_WHAT YOU ARE ASKED TO DO_
Whenever "Αρτέμιδος" appears in a line, please copy that line from the data.

_TASK INPUT_
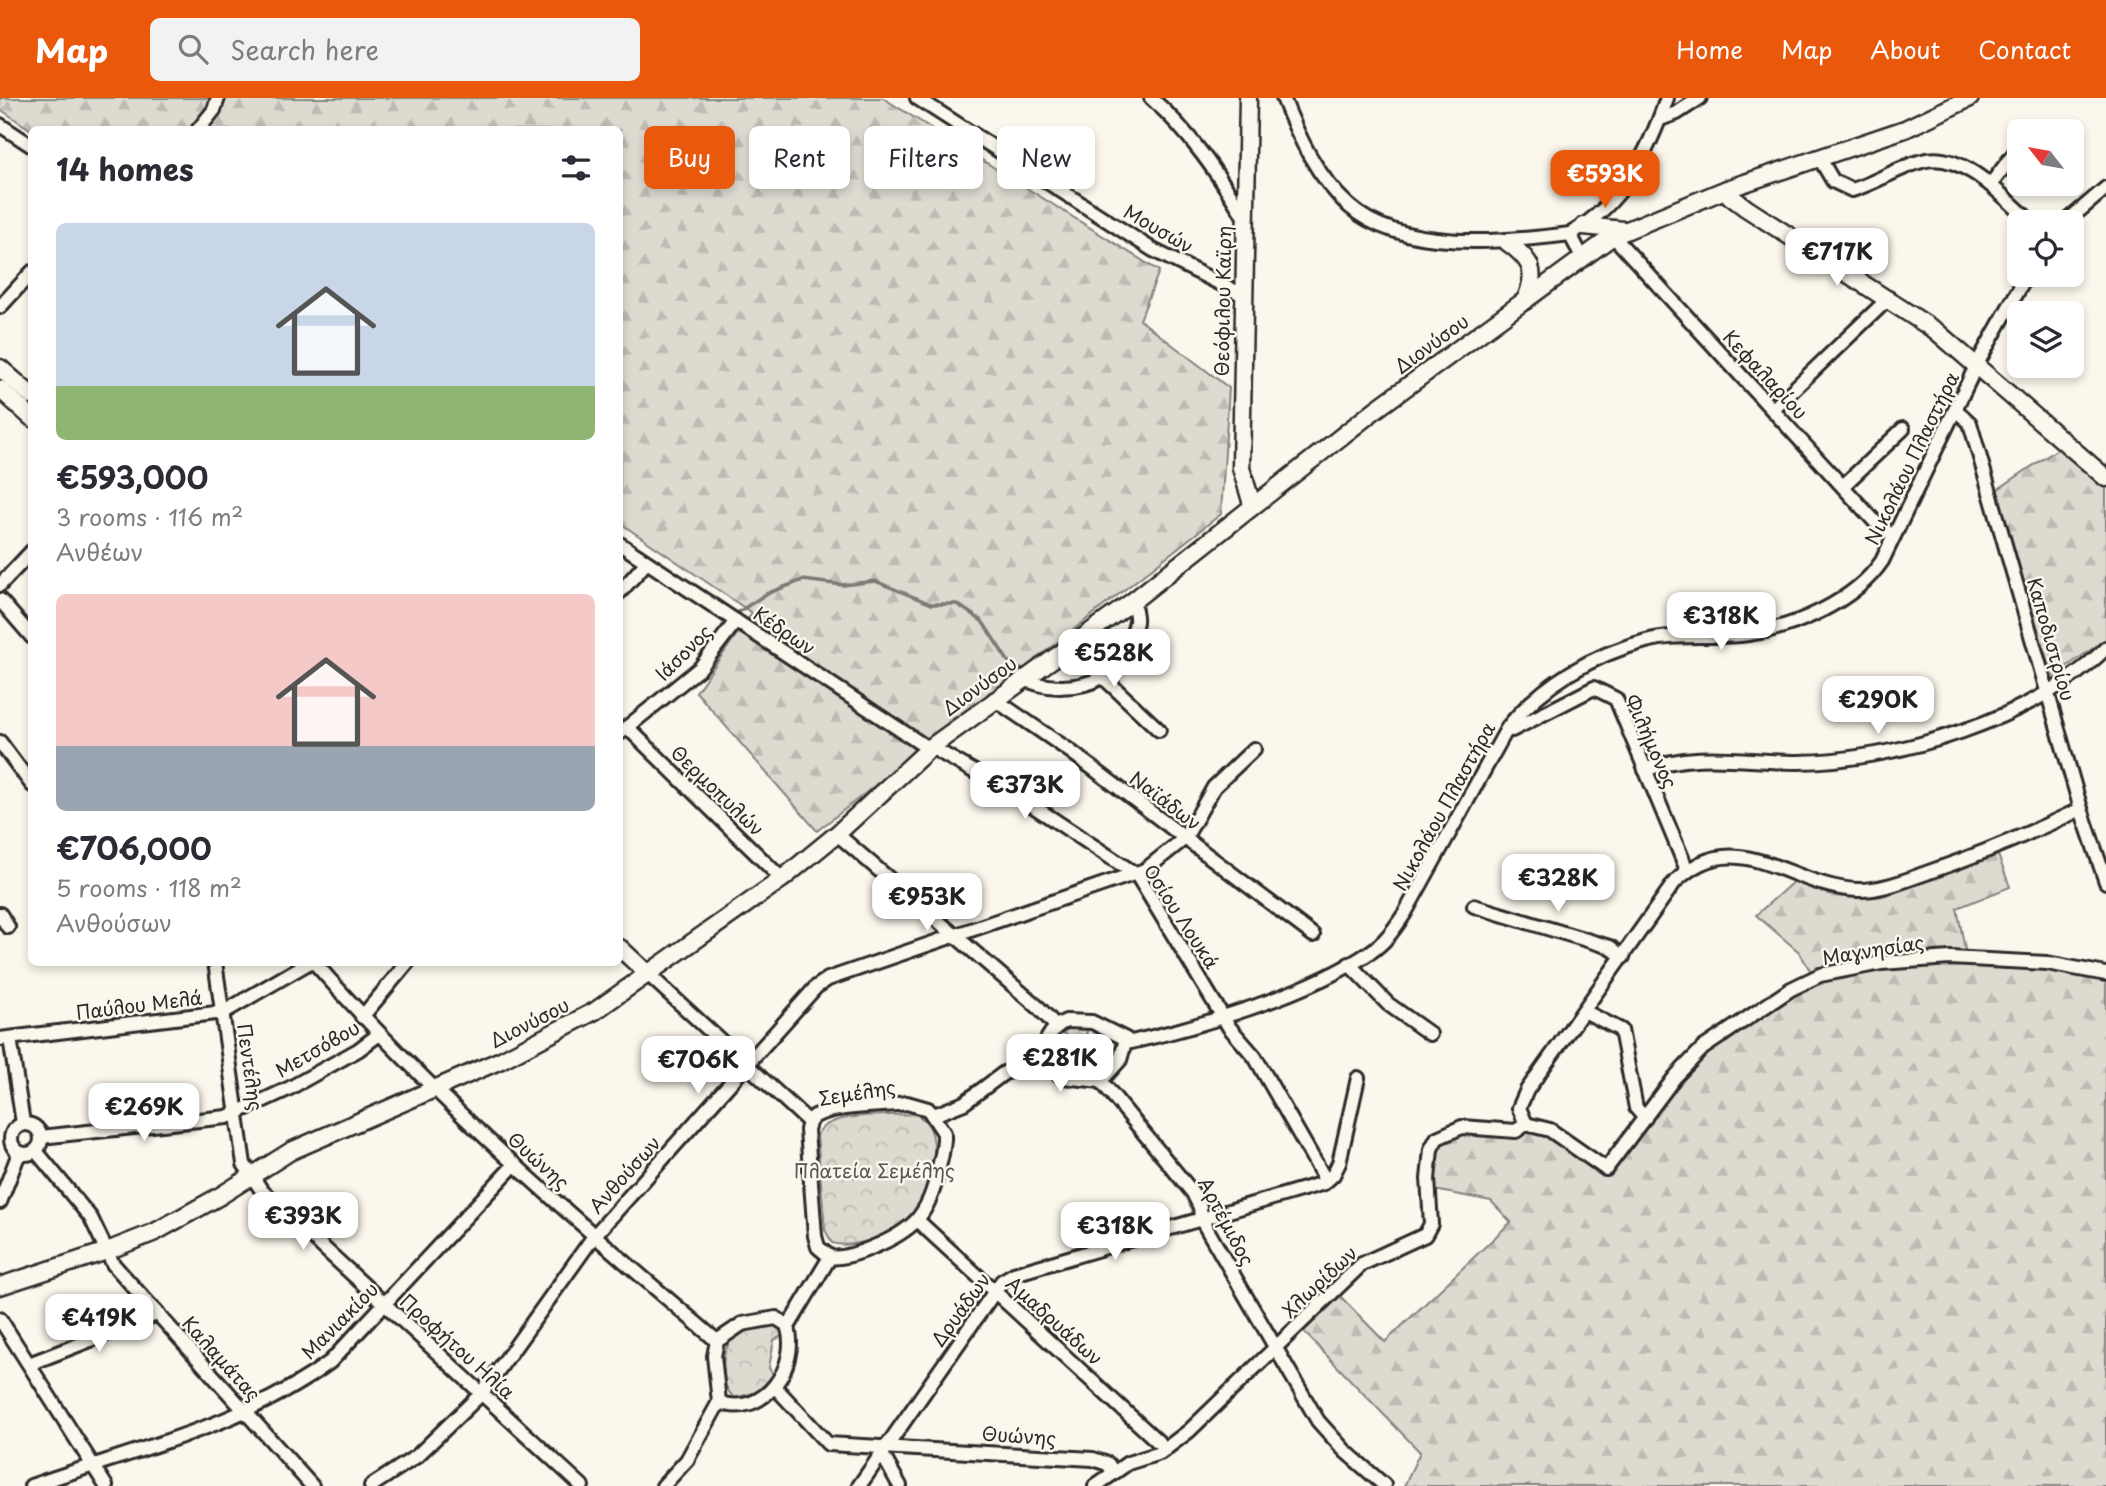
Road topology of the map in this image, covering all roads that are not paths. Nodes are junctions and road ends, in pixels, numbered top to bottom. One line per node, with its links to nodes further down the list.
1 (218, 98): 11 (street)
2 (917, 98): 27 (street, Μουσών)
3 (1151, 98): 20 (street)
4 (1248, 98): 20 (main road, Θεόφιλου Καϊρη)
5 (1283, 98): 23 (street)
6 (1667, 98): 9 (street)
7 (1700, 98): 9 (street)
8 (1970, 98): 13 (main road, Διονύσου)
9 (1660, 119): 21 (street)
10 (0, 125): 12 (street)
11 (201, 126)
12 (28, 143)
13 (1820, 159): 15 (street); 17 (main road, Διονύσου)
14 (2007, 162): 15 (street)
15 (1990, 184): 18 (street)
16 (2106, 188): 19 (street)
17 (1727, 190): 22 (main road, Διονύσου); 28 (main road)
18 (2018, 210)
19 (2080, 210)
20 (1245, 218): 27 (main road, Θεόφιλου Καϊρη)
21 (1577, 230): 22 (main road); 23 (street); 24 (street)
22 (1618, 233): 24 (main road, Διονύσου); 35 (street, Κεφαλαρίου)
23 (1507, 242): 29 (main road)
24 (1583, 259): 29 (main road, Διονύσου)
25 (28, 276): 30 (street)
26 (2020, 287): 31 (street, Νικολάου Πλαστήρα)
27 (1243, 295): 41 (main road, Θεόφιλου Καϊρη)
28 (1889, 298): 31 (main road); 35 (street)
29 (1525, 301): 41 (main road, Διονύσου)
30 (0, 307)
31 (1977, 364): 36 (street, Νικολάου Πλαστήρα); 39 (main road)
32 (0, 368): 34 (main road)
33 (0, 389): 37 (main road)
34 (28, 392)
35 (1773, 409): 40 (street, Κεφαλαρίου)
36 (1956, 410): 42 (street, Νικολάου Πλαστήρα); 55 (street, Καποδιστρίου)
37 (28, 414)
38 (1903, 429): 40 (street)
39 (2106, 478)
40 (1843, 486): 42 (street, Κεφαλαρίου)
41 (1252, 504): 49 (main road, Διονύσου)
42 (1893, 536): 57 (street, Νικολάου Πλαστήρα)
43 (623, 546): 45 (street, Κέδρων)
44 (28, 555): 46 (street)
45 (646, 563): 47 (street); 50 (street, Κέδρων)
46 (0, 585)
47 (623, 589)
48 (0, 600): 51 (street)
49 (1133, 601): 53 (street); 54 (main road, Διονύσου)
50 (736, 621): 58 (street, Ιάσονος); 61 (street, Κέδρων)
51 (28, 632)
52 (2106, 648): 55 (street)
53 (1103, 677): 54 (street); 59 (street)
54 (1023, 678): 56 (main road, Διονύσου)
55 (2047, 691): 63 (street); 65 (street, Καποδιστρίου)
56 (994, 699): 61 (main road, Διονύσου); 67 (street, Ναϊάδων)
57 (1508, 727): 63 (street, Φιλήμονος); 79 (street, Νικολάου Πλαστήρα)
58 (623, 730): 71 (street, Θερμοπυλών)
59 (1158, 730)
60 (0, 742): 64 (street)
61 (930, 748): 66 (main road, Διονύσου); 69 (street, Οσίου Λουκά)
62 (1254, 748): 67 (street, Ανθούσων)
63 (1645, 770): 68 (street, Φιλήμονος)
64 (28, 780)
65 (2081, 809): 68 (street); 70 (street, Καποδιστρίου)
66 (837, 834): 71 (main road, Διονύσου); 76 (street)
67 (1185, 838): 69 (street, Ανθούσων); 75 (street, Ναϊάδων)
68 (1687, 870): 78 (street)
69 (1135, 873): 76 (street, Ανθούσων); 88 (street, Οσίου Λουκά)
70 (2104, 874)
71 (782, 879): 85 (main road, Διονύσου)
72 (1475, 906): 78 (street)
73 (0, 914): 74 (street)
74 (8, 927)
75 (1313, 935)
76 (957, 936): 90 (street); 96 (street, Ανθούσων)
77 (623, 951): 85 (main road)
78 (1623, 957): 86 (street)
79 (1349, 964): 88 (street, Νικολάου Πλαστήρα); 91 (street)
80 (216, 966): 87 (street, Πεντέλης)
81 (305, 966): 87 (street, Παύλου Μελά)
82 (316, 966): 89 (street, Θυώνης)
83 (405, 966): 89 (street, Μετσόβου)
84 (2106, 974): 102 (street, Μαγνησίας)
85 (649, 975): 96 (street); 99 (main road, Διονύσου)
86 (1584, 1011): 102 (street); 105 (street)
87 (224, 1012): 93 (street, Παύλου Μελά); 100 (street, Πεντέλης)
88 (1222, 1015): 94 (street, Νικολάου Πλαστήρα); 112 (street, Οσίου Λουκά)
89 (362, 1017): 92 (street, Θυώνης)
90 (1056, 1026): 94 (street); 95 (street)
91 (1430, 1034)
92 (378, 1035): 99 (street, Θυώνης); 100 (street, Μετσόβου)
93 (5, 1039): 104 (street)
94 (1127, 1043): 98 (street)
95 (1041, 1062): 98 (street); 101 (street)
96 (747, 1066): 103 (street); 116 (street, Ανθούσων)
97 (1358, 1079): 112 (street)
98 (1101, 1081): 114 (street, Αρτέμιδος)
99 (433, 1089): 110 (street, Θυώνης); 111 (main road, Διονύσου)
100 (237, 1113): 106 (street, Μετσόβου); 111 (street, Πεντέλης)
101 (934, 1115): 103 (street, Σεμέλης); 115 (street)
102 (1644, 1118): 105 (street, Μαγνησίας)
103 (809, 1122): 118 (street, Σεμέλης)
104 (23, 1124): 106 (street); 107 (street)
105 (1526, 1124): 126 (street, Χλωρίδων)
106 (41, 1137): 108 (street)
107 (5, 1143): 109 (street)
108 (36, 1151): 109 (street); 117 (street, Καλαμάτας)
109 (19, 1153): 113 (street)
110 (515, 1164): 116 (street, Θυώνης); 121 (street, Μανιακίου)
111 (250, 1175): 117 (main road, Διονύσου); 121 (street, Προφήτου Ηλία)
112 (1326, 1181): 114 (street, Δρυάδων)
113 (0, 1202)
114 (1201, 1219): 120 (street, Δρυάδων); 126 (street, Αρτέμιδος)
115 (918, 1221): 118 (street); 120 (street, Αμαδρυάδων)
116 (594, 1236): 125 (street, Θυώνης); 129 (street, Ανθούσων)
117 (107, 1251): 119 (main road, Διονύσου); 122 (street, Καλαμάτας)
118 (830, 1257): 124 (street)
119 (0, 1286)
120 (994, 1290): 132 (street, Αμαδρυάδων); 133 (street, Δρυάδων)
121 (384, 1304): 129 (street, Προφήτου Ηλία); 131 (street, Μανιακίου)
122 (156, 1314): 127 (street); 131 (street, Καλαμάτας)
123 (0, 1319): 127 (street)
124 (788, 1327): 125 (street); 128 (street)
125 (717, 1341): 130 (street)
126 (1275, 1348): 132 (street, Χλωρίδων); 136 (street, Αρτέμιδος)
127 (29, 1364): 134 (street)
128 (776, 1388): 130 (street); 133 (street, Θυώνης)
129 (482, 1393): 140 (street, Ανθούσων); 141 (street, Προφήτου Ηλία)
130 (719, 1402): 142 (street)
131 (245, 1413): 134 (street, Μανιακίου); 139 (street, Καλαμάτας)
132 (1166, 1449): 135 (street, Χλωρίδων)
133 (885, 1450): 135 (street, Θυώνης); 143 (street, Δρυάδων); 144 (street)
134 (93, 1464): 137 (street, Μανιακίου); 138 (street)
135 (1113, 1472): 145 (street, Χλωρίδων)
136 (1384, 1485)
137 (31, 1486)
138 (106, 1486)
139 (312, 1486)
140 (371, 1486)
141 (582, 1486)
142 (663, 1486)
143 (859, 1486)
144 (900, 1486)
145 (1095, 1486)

_RESULT BELOW_
98 (1101, 1081): 114 (street, Αρτέμιδος)
114 (1201, 1219): 120 (street, Δρυάδων); 126 (street, Αρτέμιδος)
126 (1275, 1348): 132 (street, Χλωρίδων); 136 (street, Αρτέμιδος)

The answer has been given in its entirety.